### Your instructions:
Return, word for word, only the lines from the one containing "Digitize the connectivity" through the last line of the entries.

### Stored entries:
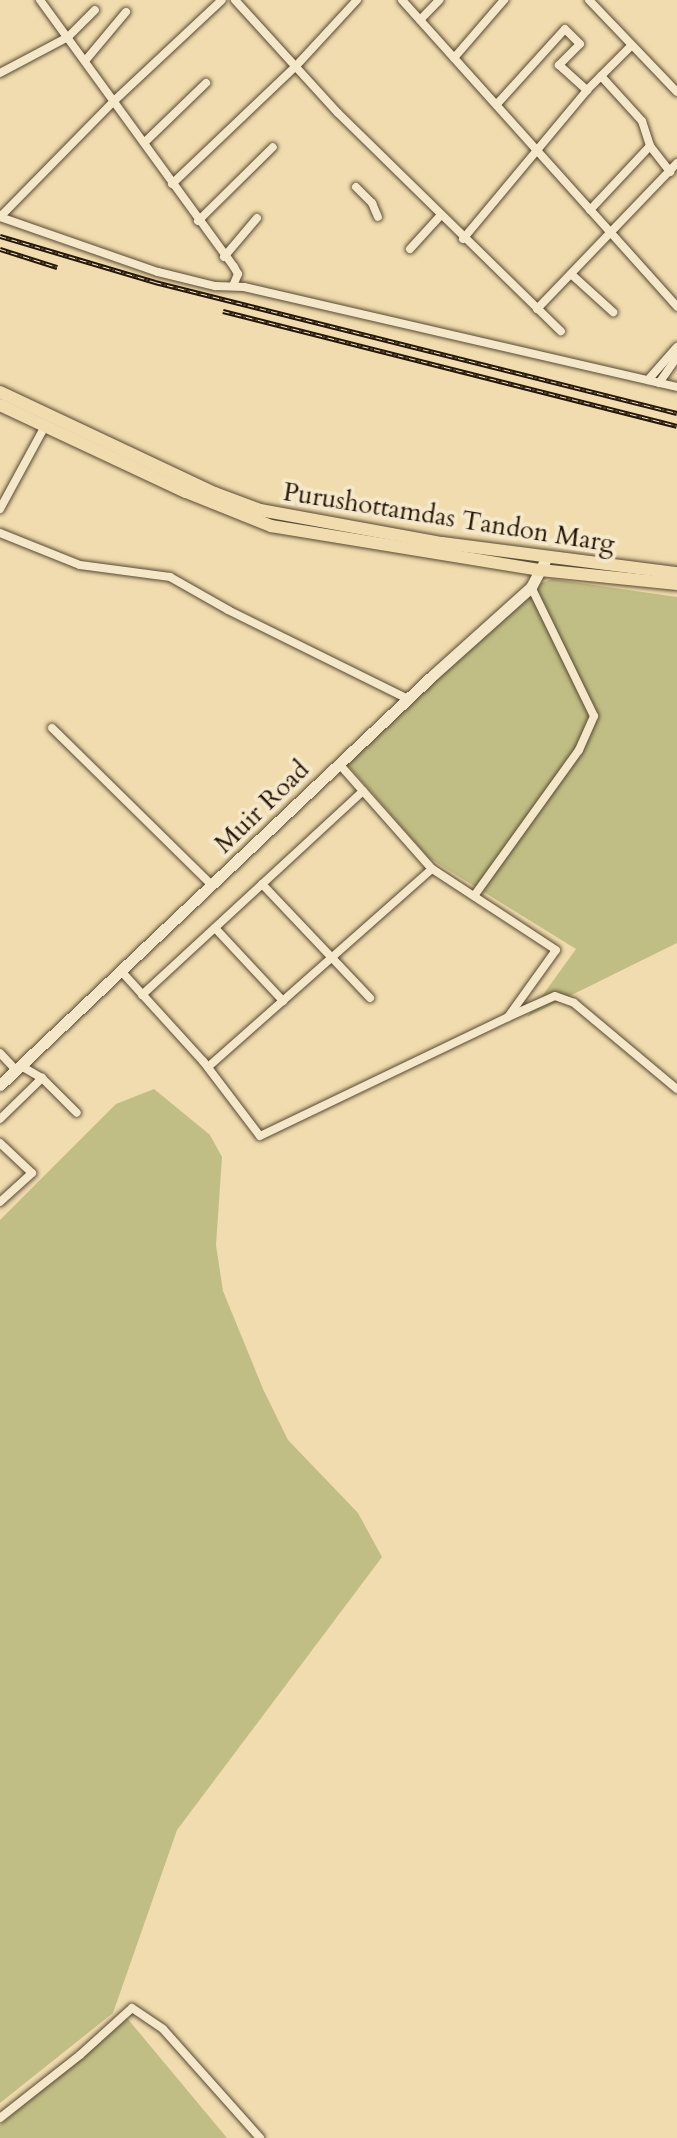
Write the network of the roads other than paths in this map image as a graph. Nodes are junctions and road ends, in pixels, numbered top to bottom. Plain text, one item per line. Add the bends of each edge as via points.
1 (40, 0) edge
2 (222, 0) edge
3 (235, 0) edge
4 (357, 0) edge
5 (402, 0) edge
6 (439, 0) edge
7 (504, 0) edge
8 (589, 0) edge
9 (95, 10) dead end
10 (126, 12) dead end
11 (420, 20) junction
12 (68, 37) junction
13 (631, 46) junction
14 (454, 58) junction
15 (85, 61) junction
16 (296, 66) junction
17 (0, 73) edge
18 (601, 76) junction
19 (206, 83) dead end
20 (587, 90) junction
21 (677, 92) edge
22 (115, 100) junction
23 (497, 104) junction
24 (145, 142) junction
25 (650, 146) junction
26 (273, 147) dead end
27 (538, 152) junction
28 (677, 163) edge
29 (670, 172) junction
30 (172, 184) junction
31 (356, 187) dead end
32 (590, 210) junction
33 (440, 216) junction
34 (0, 217) edge
35 (378, 217) dead end
36 (257, 218) dead end
37 (198, 221) junction
38 (612, 234) junction
39 (463, 239) junction
40 (410, 249) dead end
41 (224, 257) junction
42 (571, 274) junction
43 (233, 286) junction
44 (677, 307) edge
45 (537, 309) junction
46 (613, 312) dead end
47 (561, 331) dead end
48 (677, 347) edge
49 (677, 357) edge
50 (648, 380) junction
51 (659, 383) junction
52 (677, 387) edge
53 (0, 392) edge
54 (0, 405) edge
55 (45, 426) junction
56 (0, 509) edge
57 (0, 533) edge
58 (547, 557) junction
59 (540, 570) junction
60 (677, 573) edge
61 (677, 584) edge
62 (531, 587) junction
63 (408, 699) junction
64 (52, 728) dead end
65 (339, 764) junction
66 (363, 791) junction
67 (432, 869) junction
68 (262, 884) junction
69 (212, 885) junction
70 (474, 896) junction
71 (215, 928) junction
72 (332, 957) junction
73 (121, 971) junction
74 (142, 995) junction
75 (370, 998) dead end
76 (283, 1001) junction
77 (508, 1017) junction
78 (0, 1053) edge
79 (208, 1067) junction
80 (18, 1068) junction
81 (42, 1078) junction
82 (0, 1085) edge
83 (677, 1089) edge
84 (77, 1113) dead end
85 (0, 1119) edge
86 (0, 1143) edge
87 (0, 1202) edge
88 (0, 2118) edge
89 (260, 2138) edge

1 - 12 street
2 - 22 street
3 - 16 street
4 - 16 street
5 - 11 street
6 - 11 street
7 - 14 street
8 - 13 street
9 - 12 street
10 - 15 street
11 - 14 street
12 - 15 street
12 - 17 street
13 - 18 street
13 - 21 street
14 - 23 street
15 - 22 street
16 - 30 street
16 - 33 street
18 - 20 street
18 - 25 street via 642,121
19 - 24 street
20 - 23 street via 559,65 580,44 565,29
20 - 27 street
22 - 24 street
22 - 34 street
23 - 27 street
24 - 30 street
25 - 29 street
25 - 32 street
26 - 37 street
27 - 32 street
27 - 39 street
28 - 29 street
29 - 38 street
30 - 37 street
31 - 35 street
32 - 38 street
33 - 39 street
33 - 40 street
34 - 43 street via 158,272
36 - 41 street
37 - 41 street
38 - 42 street
38 - 44 street
39 - 45 street
41 - 43 street via 238,274
42 - 45 street
42 - 46 street
43 - 50 street
45 - 47 street
48 - 50 street
49 - 51 street
50 - 51 street
51 - 52 street
53 - 58 main road, Purushottamdas Tandon Marg via 260,510
54 - 55 main road
55 - 56 street
55 - 59 main road via 271,526
57 - 63 street via 80,565 170,577
58 - 59 main road, Muir Road
58 - 60 main road, Purushottamdas Tandon Marg
59 - 61 main road
59 - 62 main road, Muir Road
62 - 63 main road, Muir Road
62 - 70 street via 594,716 579,750
63 - 65 main road, Muir Road
64 - 69 street
65 - 66 street
65 - 69 main road, Muir Road
66 - 67 street
66 - 68 street
67 - 70 street
67 - 72 street
68 - 71 street
68 - 72 street
69 - 73 main road, Muir Road
70 - 77 street via 556,950
71 - 74 street
71 - 76 street
72 - 75 street
72 - 76 street
73 - 74 street
73 - 80 main road, Muir Road
74 - 79 street
76 - 79 street
77 - 79 street via 260,1136
77 - 83 street via 555,996 574,1003
78 - 80 street
80 - 81 street
80 - 82 main road, Muir Road
81 - 84 street
81 - 85 street
86 - 87 street via 32,1173
88 - 89 street via 132,2008 163,2029

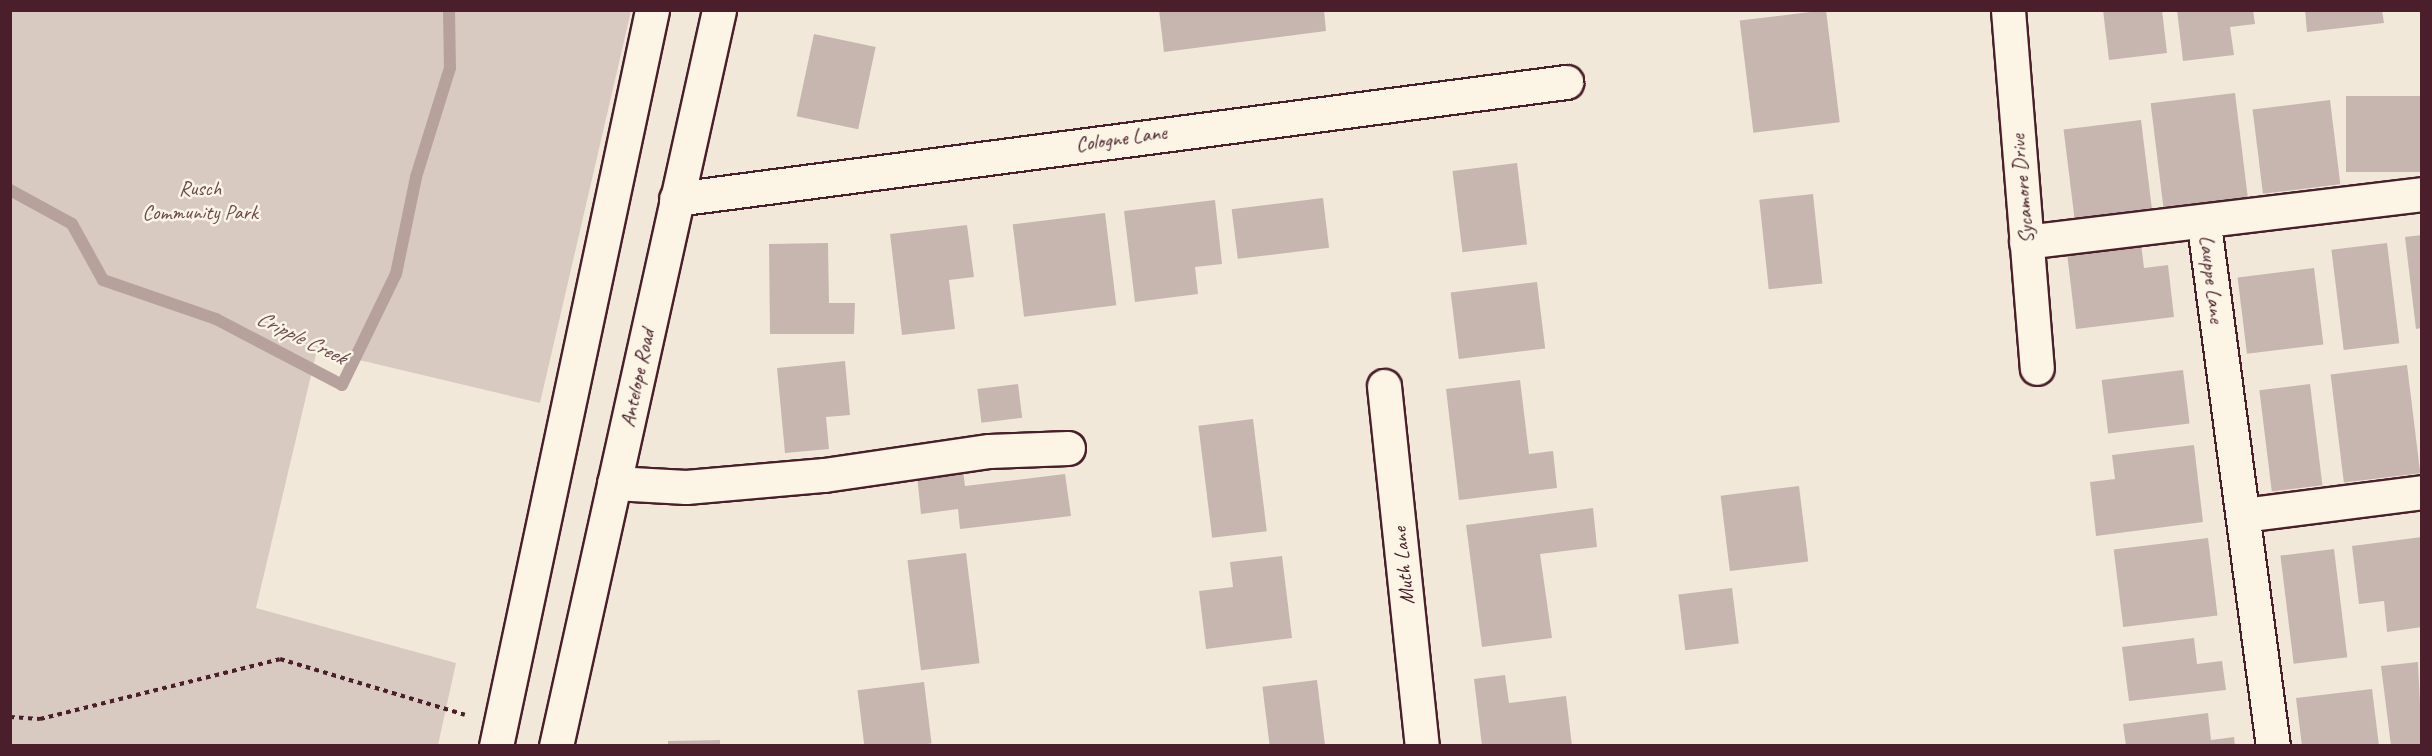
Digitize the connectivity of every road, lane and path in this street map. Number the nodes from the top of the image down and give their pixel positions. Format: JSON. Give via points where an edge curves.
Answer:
{"nodes":[{"id":1,"x":652,"y":10,"type":"edge"},
{"id":2,"x":719,"y":10,"type":"edge"},
{"id":3,"x":2008,"y":10,"type":"edge"},
{"id":4,"x":1566,"y":82,"type":"dead end"},
{"id":5,"x":2421,"y":194,"type":"edge"},
{"id":6,"x":676,"y":199,"type":"junction"},
{"id":7,"x":2205,"y":225,"type":"junction"},
{"id":8,"x":2026,"y":243,"type":"junction"},
{"id":9,"x":2037,"y":368,"type":"dead end"},
{"id":10,"x":1384,"y":386,"type":"dead end"},
{"id":11,"x":1068,"y":448,"type":"dead end"},
{"id":12,"x":614,"y":483,"type":"junction"},
{"id":13,"x":2421,"y":492,"type":"edge"},
{"id":14,"x":2243,"y":515,"type":"junction"},
{"id":15,"x":10,"y":717,"type":"edge"},
{"id":16,"x":498,"y":734,"type":"edge"},
{"id":17,"x":556,"y":746,"type":"edge"},
{"id":18,"x":1422,"y":746,"type":"edge"},
{"id":19,"x":2272,"y":746,"type":"edge"}],
"edges":[{"from":1,"to":16,"type":"street"},
{"from":2,"to":6,"type":"street","name":"Antelope Road"},
{"from":3,"to":8,"type":"street","name":"Sycamore Drive"},
{"from":4,"to":6,"type":"street","name":"Cologne Lane"},
{"from":5,"to":7,"type":"street","name":"Lauppe Lane"},
{"from":6,"to":12,"type":"street","name":"Antelope Road"},
{"from":7,"to":8,"type":"street"},
{"from":7,"to":14,"type":"street","name":"Lauppe Lane"},
{"from":8,"to":9,"type":"street","name":"Sycamore Drive"},
{"from":10,"to":18,"type":"street","name":"Muth Lane"},
{"from":11,"to":12,"type":"street","via":[[989,451],[697,486]]},
{"from":12,"to":17,"type":"street","name":"Antelope Road"},
{"from":13,"to":14,"type":"street"},
{"from":14,"to":19,"type":"street","name":"Lauppe Lane"},
{"from":15,"to":16,"type":"path","via":[[40,719],[280,658]]}]}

### Exercise answer:
Digitize the connectivity of every road, lane and path in this street map. Number the nodes from the top of the image down and give their pixel positions. Format: JSON. Give via points where an edge curves.
Answer:
{"nodes":[{"id":1,"x":652,"y":10,"type":"edge"},
{"id":2,"x":719,"y":10,"type":"edge"},
{"id":3,"x":2008,"y":10,"type":"edge"},
{"id":4,"x":1566,"y":82,"type":"dead end"},
{"id":5,"x":2421,"y":194,"type":"edge"},
{"id":6,"x":676,"y":199,"type":"junction"},
{"id":7,"x":2205,"y":225,"type":"junction"},
{"id":8,"x":2026,"y":243,"type":"junction"},
{"id":9,"x":2037,"y":368,"type":"dead end"},
{"id":10,"x":1384,"y":386,"type":"dead end"},
{"id":11,"x":1068,"y":448,"type":"dead end"},
{"id":12,"x":614,"y":483,"type":"junction"},
{"id":13,"x":2421,"y":492,"type":"edge"},
{"id":14,"x":2243,"y":515,"type":"junction"},
{"id":15,"x":10,"y":717,"type":"edge"},
{"id":16,"x":498,"y":734,"type":"edge"},
{"id":17,"x":556,"y":746,"type":"edge"},
{"id":18,"x":1422,"y":746,"type":"edge"},
{"id":19,"x":2272,"y":746,"type":"edge"}],
"edges":[{"from":1,"to":16,"type":"street"},
{"from":2,"to":6,"type":"street","name":"Antelope Road"},
{"from":3,"to":8,"type":"street","name":"Sycamore Drive"},
{"from":4,"to":6,"type":"street","name":"Cologne Lane"},
{"from":5,"to":7,"type":"street","name":"Lauppe Lane"},
{"from":6,"to":12,"type":"street","name":"Antelope Road"},
{"from":7,"to":8,"type":"street"},
{"from":7,"to":14,"type":"street","name":"Lauppe Lane"},
{"from":8,"to":9,"type":"street","name":"Sycamore Drive"},
{"from":10,"to":18,"type":"street","name":"Muth Lane"},
{"from":11,"to":12,"type":"street","via":[[989,451],[697,486]]},
{"from":12,"to":17,"type":"street","name":"Antelope Road"},
{"from":13,"to":14,"type":"street"},
{"from":14,"to":19,"type":"street","name":"Lauppe Lane"},
{"from":15,"to":16,"type":"path","via":[[40,719],[280,658]]}]}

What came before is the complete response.